## [Description of the task]
Return the full listing character for character, without its pictures.

## [Records shown]
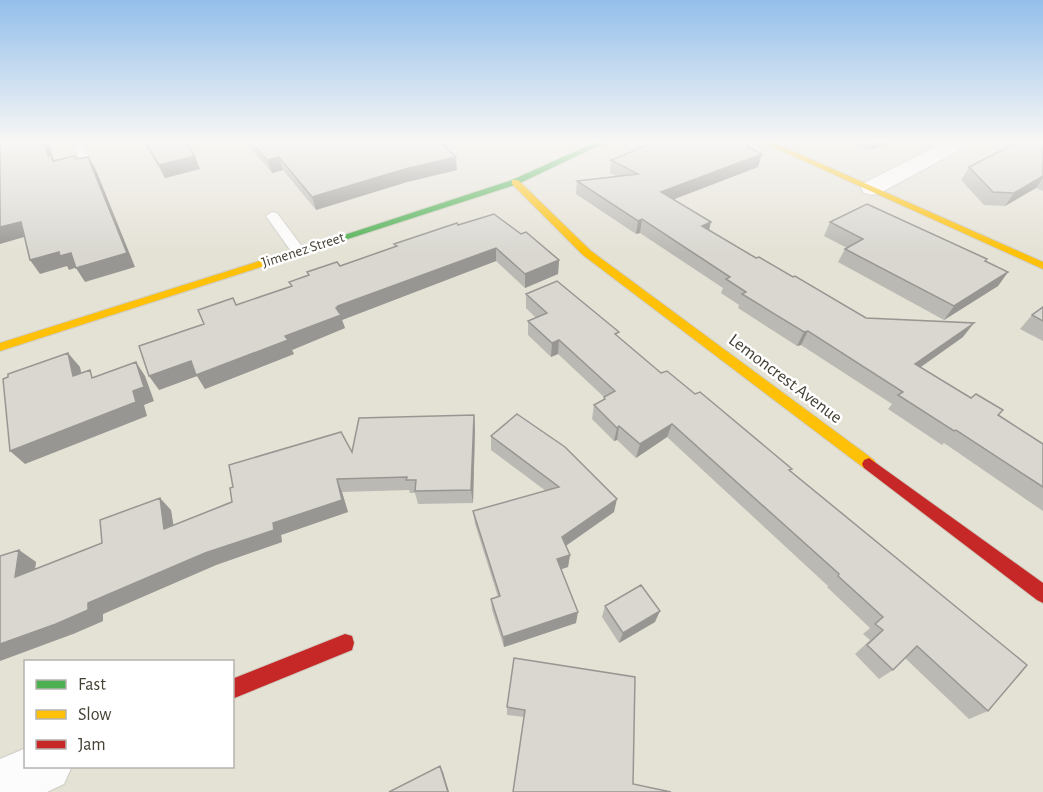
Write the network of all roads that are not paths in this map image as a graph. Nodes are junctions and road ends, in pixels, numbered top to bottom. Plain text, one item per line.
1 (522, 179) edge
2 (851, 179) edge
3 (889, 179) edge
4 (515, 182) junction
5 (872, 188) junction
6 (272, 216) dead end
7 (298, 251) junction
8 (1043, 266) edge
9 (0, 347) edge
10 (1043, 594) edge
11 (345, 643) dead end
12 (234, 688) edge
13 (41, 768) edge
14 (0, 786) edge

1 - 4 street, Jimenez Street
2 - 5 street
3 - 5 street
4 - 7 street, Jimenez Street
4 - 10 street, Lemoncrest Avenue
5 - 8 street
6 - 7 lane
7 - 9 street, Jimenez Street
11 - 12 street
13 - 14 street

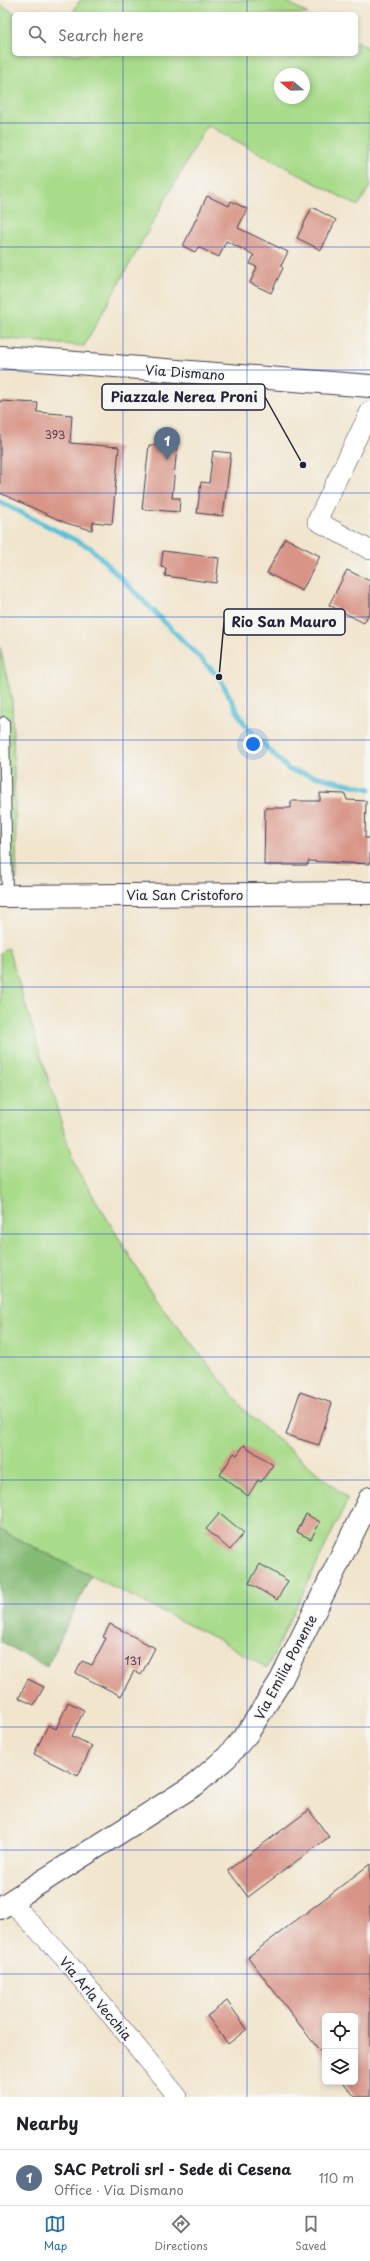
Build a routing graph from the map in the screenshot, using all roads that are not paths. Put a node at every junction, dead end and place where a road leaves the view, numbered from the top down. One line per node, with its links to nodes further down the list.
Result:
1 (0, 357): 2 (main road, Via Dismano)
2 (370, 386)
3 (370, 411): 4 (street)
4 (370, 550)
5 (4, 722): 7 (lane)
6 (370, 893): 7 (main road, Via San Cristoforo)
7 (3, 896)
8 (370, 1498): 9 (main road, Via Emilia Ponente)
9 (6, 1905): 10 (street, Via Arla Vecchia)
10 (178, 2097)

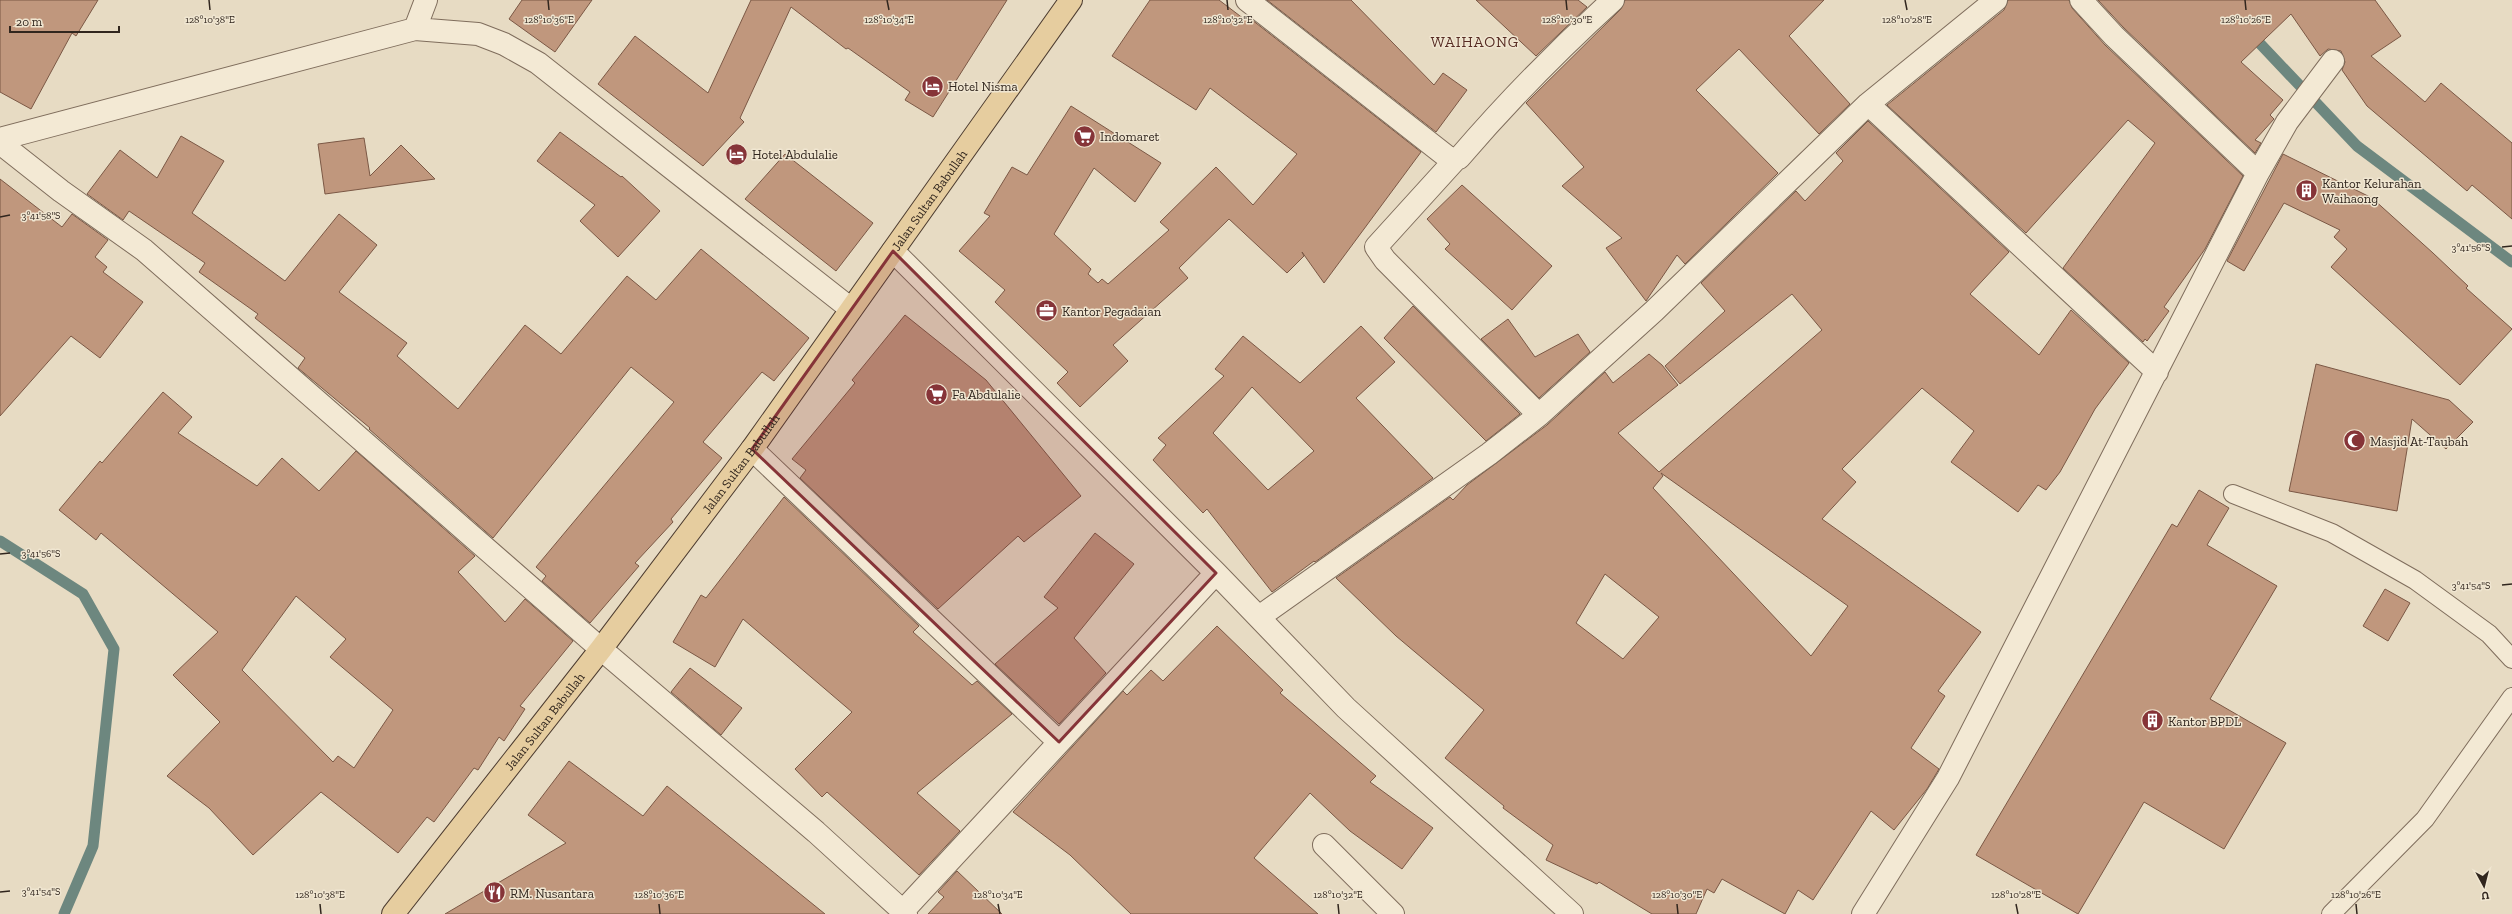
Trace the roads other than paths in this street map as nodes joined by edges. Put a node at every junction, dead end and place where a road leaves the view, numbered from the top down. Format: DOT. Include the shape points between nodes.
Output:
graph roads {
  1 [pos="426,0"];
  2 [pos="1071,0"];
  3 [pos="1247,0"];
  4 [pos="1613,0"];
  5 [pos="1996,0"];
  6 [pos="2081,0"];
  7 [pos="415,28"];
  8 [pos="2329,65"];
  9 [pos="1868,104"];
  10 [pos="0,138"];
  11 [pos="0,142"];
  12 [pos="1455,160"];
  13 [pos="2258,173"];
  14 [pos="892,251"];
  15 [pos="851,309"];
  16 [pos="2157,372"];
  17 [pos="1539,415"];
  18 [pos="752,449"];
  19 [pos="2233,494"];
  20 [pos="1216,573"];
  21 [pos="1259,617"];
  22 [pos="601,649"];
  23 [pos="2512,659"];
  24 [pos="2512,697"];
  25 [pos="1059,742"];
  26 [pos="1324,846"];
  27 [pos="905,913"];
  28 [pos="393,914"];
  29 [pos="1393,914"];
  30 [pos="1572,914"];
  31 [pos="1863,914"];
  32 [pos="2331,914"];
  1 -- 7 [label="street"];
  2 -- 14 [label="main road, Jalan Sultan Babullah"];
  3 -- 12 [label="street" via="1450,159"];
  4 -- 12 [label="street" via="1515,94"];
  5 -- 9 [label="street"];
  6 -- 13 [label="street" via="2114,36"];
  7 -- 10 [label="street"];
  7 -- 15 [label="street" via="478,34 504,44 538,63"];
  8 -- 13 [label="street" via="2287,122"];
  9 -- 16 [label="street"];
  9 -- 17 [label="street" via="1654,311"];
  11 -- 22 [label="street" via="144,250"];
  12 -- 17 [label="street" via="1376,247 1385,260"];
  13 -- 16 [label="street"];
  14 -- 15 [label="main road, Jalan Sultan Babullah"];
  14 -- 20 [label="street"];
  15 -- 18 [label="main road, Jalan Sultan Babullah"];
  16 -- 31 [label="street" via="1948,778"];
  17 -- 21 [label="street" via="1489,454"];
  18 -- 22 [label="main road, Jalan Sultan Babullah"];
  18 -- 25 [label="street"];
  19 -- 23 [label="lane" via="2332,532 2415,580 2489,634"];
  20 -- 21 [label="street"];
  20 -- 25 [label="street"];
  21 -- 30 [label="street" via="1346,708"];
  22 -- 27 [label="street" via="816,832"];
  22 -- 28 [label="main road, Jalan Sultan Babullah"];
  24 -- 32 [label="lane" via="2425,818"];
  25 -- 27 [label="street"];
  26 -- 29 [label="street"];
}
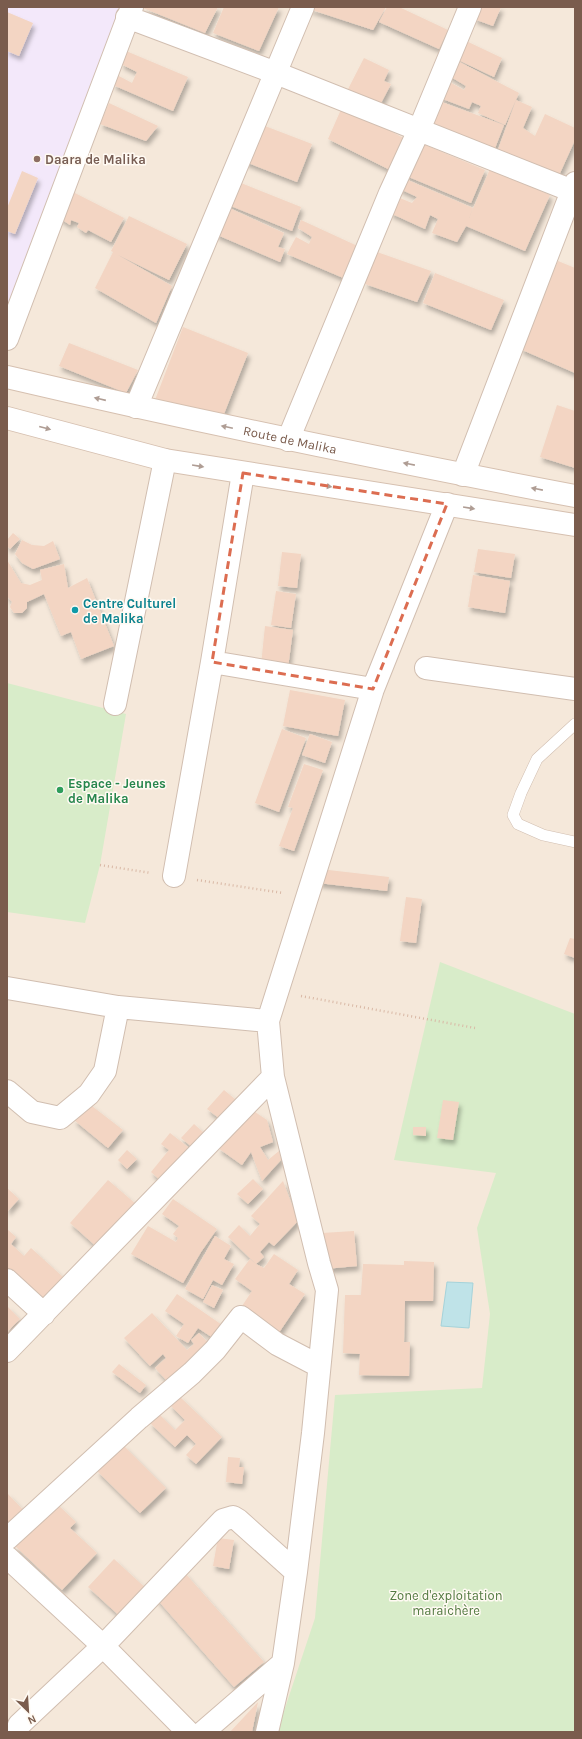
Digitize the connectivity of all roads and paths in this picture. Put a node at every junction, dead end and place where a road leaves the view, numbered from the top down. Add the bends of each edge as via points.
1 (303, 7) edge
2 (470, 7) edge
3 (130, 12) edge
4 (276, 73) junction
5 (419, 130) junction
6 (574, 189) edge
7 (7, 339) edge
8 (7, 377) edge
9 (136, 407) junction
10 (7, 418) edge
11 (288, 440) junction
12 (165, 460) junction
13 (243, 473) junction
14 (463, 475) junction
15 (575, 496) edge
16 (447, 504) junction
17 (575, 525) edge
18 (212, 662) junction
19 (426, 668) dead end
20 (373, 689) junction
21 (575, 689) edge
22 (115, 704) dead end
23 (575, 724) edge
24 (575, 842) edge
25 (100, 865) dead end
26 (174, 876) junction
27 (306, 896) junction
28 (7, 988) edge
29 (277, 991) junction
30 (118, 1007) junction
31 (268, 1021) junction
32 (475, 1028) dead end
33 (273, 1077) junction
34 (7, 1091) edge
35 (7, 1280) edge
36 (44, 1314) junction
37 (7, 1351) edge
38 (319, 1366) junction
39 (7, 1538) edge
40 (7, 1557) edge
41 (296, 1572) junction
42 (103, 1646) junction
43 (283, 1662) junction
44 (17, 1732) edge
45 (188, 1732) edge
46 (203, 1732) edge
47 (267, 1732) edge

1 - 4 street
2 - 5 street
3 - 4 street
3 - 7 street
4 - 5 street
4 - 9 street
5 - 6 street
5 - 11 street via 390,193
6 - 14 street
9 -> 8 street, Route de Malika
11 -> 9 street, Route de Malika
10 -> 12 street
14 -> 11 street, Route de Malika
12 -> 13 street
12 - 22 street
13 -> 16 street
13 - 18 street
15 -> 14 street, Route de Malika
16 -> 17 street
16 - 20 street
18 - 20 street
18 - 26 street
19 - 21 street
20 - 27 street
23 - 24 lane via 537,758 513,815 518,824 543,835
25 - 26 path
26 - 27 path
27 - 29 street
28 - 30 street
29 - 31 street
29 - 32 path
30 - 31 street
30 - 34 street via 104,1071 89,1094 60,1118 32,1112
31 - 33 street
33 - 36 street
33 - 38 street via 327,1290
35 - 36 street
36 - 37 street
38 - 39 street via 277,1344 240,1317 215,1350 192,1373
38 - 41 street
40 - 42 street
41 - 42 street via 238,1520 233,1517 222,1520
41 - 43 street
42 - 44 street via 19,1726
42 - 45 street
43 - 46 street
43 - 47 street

## [Exercise response]
Write the network of all roads that are not paths in this map image as a graph. Nodes are junctions and road ends, in pixels, numbered top to bottom. Plain text, one item per line.
1 (522, 179) edge
2 (851, 179) edge
3 (889, 179) edge
4 (515, 182) junction
5 (872, 188) junction
6 (272, 216) dead end
7 (298, 251) junction
8 (1043, 266) edge
9 (0, 347) edge
10 (1043, 594) edge
11 (345, 643) dead end
12 (234, 688) edge
13 (41, 768) edge
14 (0, 786) edge

1 - 4 street, Jimenez Street
2 - 5 street
3 - 5 street
4 - 7 street, Jimenez Street
4 - 10 street, Lemoncrest Avenue
5 - 8 street
6 - 7 lane
7 - 9 street, Jimenez Street
11 - 12 street
13 - 14 street

Build a routing graph from the map in the screenshot, using all roads that are not paths. Put a node at every junction, dead end and place where a road leaves the view, numbered from the top down. One line per node, with its links to nodes further down the list.
Result:
1 (0, 357): 2 (main road, Via Dismano)
2 (370, 386)
3 (370, 411): 4 (street)
4 (370, 550)
5 (4, 722): 7 (lane)
6 (370, 893): 7 (main road, Via San Cristoforo)
7 (3, 896)
8 (370, 1498): 9 (main road, Via Emilia Ponente)
9 (6, 1905): 10 (street, Via Arla Vecchia)
10 (178, 2097)

Trace the roads other than paths in this street map as nodes joined by edges. Put a node at every junction, dead end and place where a road leaves the view, numbered from the top down. Format: DOT. Include the shape points between nodes.
Output:
graph roads {
  1 [pos="426,0"];
  2 [pos="1071,0"];
  3 [pos="1247,0"];
  4 [pos="1613,0"];
  5 [pos="1996,0"];
  6 [pos="2081,0"];
  7 [pos="415,28"];
  8 [pos="2329,65"];
  9 [pos="1868,104"];
  10 [pos="0,138"];
  11 [pos="0,142"];
  12 [pos="1455,160"];
  13 [pos="2258,173"];
  14 [pos="892,251"];
  15 [pos="851,309"];
  16 [pos="2157,372"];
  17 [pos="1539,415"];
  18 [pos="752,449"];
  19 [pos="2233,494"];
  20 [pos="1216,573"];
  21 [pos="1259,617"];
  22 [pos="601,649"];
  23 [pos="2512,659"];
  24 [pos="2512,697"];
  25 [pos="1059,742"];
  26 [pos="1324,846"];
  27 [pos="905,913"];
  28 [pos="393,914"];
  29 [pos="1393,914"];
  30 [pos="1572,914"];
  31 [pos="1863,914"];
  32 [pos="2331,914"];
  1 -- 7 [label="street"];
  2 -- 14 [label="main road, Jalan Sultan Babullah"];
  3 -- 12 [label="street" via="1450,159"];
  4 -- 12 [label="street" via="1515,94"];
  5 -- 9 [label="street"];
  6 -- 13 [label="street" via="2114,36"];
  7 -- 10 [label="street"];
  7 -- 15 [label="street" via="478,34 504,44 538,63"];
  8 -- 13 [label="street" via="2287,122"];
  9 -- 16 [label="street"];
  9 -- 17 [label="street" via="1654,311"];
  11 -- 22 [label="street" via="144,250"];
  12 -- 17 [label="street" via="1376,247 1385,260"];
  13 -- 16 [label="street"];
  14 -- 15 [label="main road, Jalan Sultan Babullah"];
  14 -- 20 [label="street"];
  15 -- 18 [label="main road, Jalan Sultan Babullah"];
  16 -- 31 [label="street" via="1948,778"];
  17 -- 21 [label="street" via="1489,454"];
  18 -- 22 [label="main road, Jalan Sultan Babullah"];
  18 -- 25 [label="street"];
  19 -- 23 [label="lane" via="2332,532 2415,580 2489,634"];
  20 -- 21 [label="street"];
  20 -- 25 [label="street"];
  21 -- 30 [label="street" via="1346,708"];
  22 -- 27 [label="street" via="816,832"];
  22 -- 28 [label="main road, Jalan Sultan Babullah"];
  24 -- 32 [label="lane" via="2425,818"];
  25 -- 27 [label="street"];
  26 -- 29 [label="street"];
}
Digitize the connectivity of all roads and paths in this picture. Put a node at every junction, dead end and place where a road leaves the view, numbered from the top down. Add the bends of each edge as via points.
1 (303, 7) edge
2 (470, 7) edge
3 (130, 12) edge
4 (276, 73) junction
5 (419, 130) junction
6 (574, 189) edge
7 (7, 339) edge
8 (7, 377) edge
9 (136, 407) junction
10 (7, 418) edge
11 (288, 440) junction
12 (165, 460) junction
13 (243, 473) junction
14 (463, 475) junction
15 (575, 496) edge
16 (447, 504) junction
17 (575, 525) edge
18 (212, 662) junction
19 (426, 668) dead end
20 (373, 689) junction
21 (575, 689) edge
22 (115, 704) dead end
23 (575, 724) edge
24 (575, 842) edge
25 (100, 865) dead end
26 (174, 876) junction
27 (306, 896) junction
28 (7, 988) edge
29 (277, 991) junction
30 (118, 1007) junction
31 (268, 1021) junction
32 (475, 1028) dead end
33 (273, 1077) junction
34 (7, 1091) edge
35 (7, 1280) edge
36 (44, 1314) junction
37 (7, 1351) edge
38 (319, 1366) junction
39 (7, 1538) edge
40 (7, 1557) edge
41 (296, 1572) junction
42 (103, 1646) junction
43 (283, 1662) junction
44 (17, 1732) edge
45 (188, 1732) edge
46 (203, 1732) edge
47 (267, 1732) edge

1 - 4 street
2 - 5 street
3 - 4 street
3 - 7 street
4 - 5 street
4 - 9 street
5 - 6 street
5 - 11 street via 390,193
6 - 14 street
9 -> 8 street, Route de Malika
11 -> 9 street, Route de Malika
10 -> 12 street
14 -> 11 street, Route de Malika
12 -> 13 street
12 - 22 street
13 -> 16 street
13 - 18 street
15 -> 14 street, Route de Malika
16 -> 17 street
16 - 20 street
18 - 20 street
18 - 26 street
19 - 21 street
20 - 27 street
23 - 24 lane via 537,758 513,815 518,824 543,835
25 - 26 path
26 - 27 path
27 - 29 street
28 - 30 street
29 - 31 street
29 - 32 path
30 - 31 street
30 - 34 street via 104,1071 89,1094 60,1118 32,1112
31 - 33 street
33 - 36 street
33 - 38 street via 327,1290
35 - 36 street
36 - 37 street
38 - 39 street via 277,1344 240,1317 215,1350 192,1373
38 - 41 street
40 - 42 street
41 - 42 street via 238,1520 233,1517 222,1520
41 - 43 street
42 - 44 street via 19,1726
42 - 45 street
43 - 46 street
43 - 47 street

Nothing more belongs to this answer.